Colon introduced Brown to the staff and programs at the Fleishman Center for Career and Professional Development.

Brown became adept at using the Fleishman Center's online job and internship portal, hireBING, which he used to find two internships: one working as a community outreach coordinator at a camp for foster children, Camp Felix, and one at the University's Multicultural Resource Center (MRC) as a program coordinator.

"I've always felt diversity is important, not just for the sake of putting people with different backgrounds together, but because of the thinking power behind it. ...but because it has the power to make you think and learn differently. When you find out how someone else thinks and what their ambitions are, those ideas are what are going to be inspirational to you. Those are the things that are going to change your mind. And those are the things that are going to give you a different perspective on life," Brown said of his time at MRC.

After these successes, Brown became fixated on the career and networking events the Fleishman Center hosts and made a point to attend every one he was able to.

"I think I hold the record... I think I'm in the hall of fame for attendance," Brown said with a laugh. "I started going to alumni panels and networking events. I would see these successful people and think, 'Wow, they came from Binghamton and started out with a bachelor's degree, just like me."
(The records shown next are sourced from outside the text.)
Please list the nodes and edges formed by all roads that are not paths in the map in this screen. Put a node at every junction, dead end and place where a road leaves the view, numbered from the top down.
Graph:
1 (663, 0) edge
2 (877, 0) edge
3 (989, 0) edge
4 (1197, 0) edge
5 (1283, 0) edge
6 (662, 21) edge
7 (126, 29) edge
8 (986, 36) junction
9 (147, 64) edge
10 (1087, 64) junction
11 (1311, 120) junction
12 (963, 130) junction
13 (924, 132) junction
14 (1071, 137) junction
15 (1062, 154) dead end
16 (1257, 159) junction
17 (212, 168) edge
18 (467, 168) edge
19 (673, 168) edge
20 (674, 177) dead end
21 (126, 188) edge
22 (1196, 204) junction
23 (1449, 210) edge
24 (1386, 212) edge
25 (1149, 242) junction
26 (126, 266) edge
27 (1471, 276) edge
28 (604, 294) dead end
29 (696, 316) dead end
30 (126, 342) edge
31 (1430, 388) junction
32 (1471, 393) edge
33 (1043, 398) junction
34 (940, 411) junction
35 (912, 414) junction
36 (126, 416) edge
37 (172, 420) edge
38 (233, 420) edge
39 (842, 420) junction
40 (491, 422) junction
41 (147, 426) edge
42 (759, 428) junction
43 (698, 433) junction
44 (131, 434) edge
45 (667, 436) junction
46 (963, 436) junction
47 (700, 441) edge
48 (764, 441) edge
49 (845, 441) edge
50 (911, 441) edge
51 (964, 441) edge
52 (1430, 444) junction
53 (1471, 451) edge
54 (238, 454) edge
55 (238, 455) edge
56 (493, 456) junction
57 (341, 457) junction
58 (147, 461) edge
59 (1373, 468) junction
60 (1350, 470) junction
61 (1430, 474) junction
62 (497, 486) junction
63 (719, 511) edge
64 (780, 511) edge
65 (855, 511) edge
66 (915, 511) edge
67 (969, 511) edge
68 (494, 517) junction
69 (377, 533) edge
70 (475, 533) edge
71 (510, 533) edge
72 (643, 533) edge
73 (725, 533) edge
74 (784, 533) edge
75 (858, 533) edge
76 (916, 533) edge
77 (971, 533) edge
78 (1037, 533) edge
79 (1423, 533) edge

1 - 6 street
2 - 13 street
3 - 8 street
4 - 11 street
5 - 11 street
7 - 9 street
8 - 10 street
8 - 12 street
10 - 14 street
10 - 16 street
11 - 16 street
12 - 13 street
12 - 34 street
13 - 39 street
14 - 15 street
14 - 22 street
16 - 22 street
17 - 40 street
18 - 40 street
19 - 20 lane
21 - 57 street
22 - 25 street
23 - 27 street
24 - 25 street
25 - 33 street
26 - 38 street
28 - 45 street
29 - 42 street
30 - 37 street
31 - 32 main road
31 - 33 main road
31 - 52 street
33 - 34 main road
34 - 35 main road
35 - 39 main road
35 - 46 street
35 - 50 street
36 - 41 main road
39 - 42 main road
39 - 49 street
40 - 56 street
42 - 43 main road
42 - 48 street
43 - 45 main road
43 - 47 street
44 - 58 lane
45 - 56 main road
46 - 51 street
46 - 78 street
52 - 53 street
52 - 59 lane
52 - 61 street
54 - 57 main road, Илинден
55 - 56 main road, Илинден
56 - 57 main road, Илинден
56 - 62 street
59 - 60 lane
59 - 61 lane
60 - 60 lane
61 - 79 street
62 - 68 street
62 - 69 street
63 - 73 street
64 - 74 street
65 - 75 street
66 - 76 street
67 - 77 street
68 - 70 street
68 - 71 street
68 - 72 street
His efforts proved worthwhile at the fall Job and Internship Fair.

"When I went to the career fair sophomore year, I was sloppy. This year, I was prepared. I knew how to dress and my cover letter and resume were strong. I pursued Macy's and their representative liked the energy I brought. For me, that was a big deal. I was prepared and next thing I knew I had an interview in New York City and a job offer."

Upon graduation this May, Brown will begin Macy's Executive Development Program for Store Management in Albany.

Though Brown has enjoyed his fair share of professional success, his personal development he attributes to his work in campus activities.

"I had a job as a mechanic at the campus bowling alley and was promoted to manager. I started working a lot of hours because I was tired of going out," Brown said. "I realized that the people at LateNite who work within the school community, are the people who learn something about life. They learn what it is to work. College shouldn't necessarily be a playground, it should be a breeding ground for your mind to expand, and a place for you to find out who you are."

"Everyone has problems and everyone goes through crisis," Brown says. "I want to motivate people the way I have been motivated by my EOP counselors, the Fleishman Center staff, and others who put me on the right track. I was lost, but I found direction, and all my ambitions are manifesting into reality. It's tangible— I can see it and I can feel it. It's a coming of age."

Brown's long term goals include setting up a scholarship at Binghamton University in his name for disadvantaged Broome County students, as well as starting his very own non-profit, "Stay Strong in America, Inc."